::: DATA SUPPLIED

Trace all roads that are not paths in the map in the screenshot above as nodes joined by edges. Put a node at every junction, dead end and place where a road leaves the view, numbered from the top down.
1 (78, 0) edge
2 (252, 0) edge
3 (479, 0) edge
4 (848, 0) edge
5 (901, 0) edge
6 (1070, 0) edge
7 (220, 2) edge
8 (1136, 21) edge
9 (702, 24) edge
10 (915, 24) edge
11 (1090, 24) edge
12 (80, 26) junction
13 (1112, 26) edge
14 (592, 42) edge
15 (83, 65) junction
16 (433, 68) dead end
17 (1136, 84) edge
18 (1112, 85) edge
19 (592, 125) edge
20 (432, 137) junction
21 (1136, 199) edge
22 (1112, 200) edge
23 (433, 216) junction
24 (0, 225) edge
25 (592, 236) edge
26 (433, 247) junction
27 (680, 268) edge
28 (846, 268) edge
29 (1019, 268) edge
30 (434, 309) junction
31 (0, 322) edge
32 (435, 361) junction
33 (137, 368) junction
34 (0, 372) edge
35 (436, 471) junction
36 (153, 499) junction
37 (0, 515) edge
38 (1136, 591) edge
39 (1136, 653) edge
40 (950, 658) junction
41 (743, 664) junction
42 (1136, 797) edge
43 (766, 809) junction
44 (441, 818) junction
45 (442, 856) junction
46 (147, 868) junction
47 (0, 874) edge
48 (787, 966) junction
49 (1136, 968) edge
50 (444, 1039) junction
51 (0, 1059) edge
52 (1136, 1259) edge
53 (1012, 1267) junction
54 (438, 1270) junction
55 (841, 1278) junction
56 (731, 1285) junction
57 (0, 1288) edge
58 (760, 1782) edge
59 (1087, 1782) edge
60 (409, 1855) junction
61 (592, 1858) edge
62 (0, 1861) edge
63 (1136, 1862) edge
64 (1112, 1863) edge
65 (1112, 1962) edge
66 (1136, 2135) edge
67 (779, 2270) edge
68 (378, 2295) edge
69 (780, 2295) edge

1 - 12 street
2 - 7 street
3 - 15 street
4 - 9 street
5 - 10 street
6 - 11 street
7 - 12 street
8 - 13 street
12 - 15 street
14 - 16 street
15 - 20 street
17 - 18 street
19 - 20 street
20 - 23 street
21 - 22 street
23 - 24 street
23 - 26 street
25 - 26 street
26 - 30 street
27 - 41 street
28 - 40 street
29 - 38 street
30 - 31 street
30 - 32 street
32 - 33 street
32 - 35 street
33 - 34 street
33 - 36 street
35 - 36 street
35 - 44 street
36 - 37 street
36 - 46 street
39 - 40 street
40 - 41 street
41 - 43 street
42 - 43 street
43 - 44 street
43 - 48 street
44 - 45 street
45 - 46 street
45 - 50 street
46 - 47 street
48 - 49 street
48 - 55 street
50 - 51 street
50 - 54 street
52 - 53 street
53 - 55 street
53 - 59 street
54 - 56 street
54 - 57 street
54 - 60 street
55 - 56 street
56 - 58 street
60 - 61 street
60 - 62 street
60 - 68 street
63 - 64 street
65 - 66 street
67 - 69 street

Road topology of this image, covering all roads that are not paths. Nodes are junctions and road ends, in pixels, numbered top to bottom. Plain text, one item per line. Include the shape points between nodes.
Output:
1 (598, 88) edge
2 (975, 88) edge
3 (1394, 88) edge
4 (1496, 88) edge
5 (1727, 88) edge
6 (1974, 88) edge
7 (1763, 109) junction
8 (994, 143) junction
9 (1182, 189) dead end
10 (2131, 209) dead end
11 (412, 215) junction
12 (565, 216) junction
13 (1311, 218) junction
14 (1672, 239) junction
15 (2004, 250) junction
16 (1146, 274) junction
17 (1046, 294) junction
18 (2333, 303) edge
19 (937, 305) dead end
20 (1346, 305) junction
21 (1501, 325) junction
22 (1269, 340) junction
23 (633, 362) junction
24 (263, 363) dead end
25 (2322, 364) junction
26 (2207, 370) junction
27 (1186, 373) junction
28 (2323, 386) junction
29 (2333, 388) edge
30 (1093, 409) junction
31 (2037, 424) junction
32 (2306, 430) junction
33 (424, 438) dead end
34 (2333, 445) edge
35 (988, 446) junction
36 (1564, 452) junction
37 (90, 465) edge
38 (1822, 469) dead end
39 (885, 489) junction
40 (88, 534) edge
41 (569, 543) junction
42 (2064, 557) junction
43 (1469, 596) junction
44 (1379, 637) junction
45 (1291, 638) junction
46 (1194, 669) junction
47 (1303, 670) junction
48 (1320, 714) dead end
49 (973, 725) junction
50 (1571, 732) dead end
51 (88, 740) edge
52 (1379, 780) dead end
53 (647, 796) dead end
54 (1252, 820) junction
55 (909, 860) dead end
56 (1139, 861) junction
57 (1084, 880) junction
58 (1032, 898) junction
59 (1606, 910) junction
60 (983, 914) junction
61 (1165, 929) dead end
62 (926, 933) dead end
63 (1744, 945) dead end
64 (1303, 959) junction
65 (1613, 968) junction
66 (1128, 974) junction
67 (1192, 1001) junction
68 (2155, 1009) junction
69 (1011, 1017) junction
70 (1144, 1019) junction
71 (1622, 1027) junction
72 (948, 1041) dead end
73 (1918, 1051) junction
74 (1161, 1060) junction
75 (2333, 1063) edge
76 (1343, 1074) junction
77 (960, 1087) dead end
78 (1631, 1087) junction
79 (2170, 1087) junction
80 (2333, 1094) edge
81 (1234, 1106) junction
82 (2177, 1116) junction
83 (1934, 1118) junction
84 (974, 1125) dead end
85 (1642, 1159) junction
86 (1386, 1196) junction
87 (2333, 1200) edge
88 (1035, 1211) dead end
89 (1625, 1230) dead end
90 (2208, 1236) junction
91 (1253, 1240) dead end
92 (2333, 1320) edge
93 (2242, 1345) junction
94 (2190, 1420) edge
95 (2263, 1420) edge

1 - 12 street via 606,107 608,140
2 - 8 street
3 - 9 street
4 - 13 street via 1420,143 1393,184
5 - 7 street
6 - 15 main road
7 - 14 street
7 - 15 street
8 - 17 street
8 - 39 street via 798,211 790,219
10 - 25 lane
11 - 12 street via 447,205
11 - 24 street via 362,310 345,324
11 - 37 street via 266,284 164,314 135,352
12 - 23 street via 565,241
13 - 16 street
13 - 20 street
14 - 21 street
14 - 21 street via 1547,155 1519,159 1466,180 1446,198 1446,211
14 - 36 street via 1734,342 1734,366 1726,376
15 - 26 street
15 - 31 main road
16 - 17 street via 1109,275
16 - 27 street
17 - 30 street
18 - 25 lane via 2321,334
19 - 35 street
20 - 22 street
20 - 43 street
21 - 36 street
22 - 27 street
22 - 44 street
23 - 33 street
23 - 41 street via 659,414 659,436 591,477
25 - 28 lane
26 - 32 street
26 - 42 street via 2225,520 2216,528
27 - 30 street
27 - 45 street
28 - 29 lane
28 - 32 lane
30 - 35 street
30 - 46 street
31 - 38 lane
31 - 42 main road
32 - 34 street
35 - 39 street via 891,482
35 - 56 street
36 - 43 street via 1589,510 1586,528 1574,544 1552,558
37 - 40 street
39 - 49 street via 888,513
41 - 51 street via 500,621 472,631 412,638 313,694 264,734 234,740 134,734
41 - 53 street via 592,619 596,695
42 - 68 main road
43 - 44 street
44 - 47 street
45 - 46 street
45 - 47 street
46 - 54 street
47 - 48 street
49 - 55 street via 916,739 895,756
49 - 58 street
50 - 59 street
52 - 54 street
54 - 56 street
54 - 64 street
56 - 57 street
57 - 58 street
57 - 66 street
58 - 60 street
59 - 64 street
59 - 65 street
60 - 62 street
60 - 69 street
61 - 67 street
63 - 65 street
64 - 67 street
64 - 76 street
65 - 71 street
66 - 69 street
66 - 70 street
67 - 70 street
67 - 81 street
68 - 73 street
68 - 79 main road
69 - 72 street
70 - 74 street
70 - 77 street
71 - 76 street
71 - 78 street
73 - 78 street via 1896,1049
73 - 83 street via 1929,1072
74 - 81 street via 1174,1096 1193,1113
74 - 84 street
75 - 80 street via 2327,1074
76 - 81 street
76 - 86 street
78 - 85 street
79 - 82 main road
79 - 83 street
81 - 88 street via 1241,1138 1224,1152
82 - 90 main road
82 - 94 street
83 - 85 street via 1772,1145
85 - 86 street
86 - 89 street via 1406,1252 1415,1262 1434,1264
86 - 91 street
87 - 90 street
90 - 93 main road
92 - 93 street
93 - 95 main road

::::::

DIRECTIONS FOR THIS TASK:
In the material above, find each line that has the string "lane" and return it.

YOUR SOLUTION:
10 - 25 lane
18 - 25 lane via 2321,334
25 - 28 lane
28 - 29 lane
28 - 32 lane
31 - 38 lane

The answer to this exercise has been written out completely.